### Source data

[Start of section]

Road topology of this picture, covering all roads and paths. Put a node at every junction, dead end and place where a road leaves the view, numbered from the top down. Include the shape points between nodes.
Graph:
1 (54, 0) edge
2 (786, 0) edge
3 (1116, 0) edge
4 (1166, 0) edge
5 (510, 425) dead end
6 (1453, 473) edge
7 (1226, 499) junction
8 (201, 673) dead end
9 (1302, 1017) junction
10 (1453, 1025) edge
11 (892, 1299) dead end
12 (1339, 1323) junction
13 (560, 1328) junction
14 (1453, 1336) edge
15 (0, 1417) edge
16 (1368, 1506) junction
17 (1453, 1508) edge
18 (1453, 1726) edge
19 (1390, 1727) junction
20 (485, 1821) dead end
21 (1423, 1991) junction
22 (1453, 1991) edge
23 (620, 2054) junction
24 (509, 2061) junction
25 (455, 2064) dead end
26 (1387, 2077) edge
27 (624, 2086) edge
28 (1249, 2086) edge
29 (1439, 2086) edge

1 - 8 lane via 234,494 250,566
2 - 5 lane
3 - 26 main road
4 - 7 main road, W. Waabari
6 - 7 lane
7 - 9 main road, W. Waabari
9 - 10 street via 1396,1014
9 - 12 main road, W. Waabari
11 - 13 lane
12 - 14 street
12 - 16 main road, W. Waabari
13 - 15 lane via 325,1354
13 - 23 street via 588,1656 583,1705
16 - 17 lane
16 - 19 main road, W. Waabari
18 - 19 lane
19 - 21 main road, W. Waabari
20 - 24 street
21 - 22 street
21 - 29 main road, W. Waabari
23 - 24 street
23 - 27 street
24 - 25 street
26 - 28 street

[End of section]

### Problem statement
Your answer should be the whole listing above, repeated exactly as it appears.

### Written solution
Road topology of this picture, covering all roads and paths. Put a node at every junction, dead end and place where a road leaves the view, numbered from the top down. Include the shape points between nodes.
Graph:
1 (54, 0) edge
2 (786, 0) edge
3 (1116, 0) edge
4 (1166, 0) edge
5 (510, 425) dead end
6 (1453, 473) edge
7 (1226, 499) junction
8 (201, 673) dead end
9 (1302, 1017) junction
10 (1453, 1025) edge
11 (892, 1299) dead end
12 (1339, 1323) junction
13 (560, 1328) junction
14 (1453, 1336) edge
15 (0, 1417) edge
16 (1368, 1506) junction
17 (1453, 1508) edge
18 (1453, 1726) edge
19 (1390, 1727) junction
20 (485, 1821) dead end
21 (1423, 1991) junction
22 (1453, 1991) edge
23 (620, 2054) junction
24 (509, 2061) junction
25 (455, 2064) dead end
26 (1387, 2077) edge
27 (624, 2086) edge
28 (1249, 2086) edge
29 (1439, 2086) edge

1 - 8 lane via 234,494 250,566
2 - 5 lane
3 - 26 main road
4 - 7 main road, W. Waabari
6 - 7 lane
7 - 9 main road, W. Waabari
9 - 10 street via 1396,1014
9 - 12 main road, W. Waabari
11 - 13 lane
12 - 14 street
12 - 16 main road, W. Waabari
13 - 15 lane via 325,1354
13 - 23 street via 588,1656 583,1705
16 - 17 lane
16 - 19 main road, W. Waabari
18 - 19 lane
19 - 21 main road, W. Waabari
20 - 24 street
21 - 22 street
21 - 29 main road, W. Waabari
23 - 24 street
23 - 27 street
24 - 25 street
26 - 28 street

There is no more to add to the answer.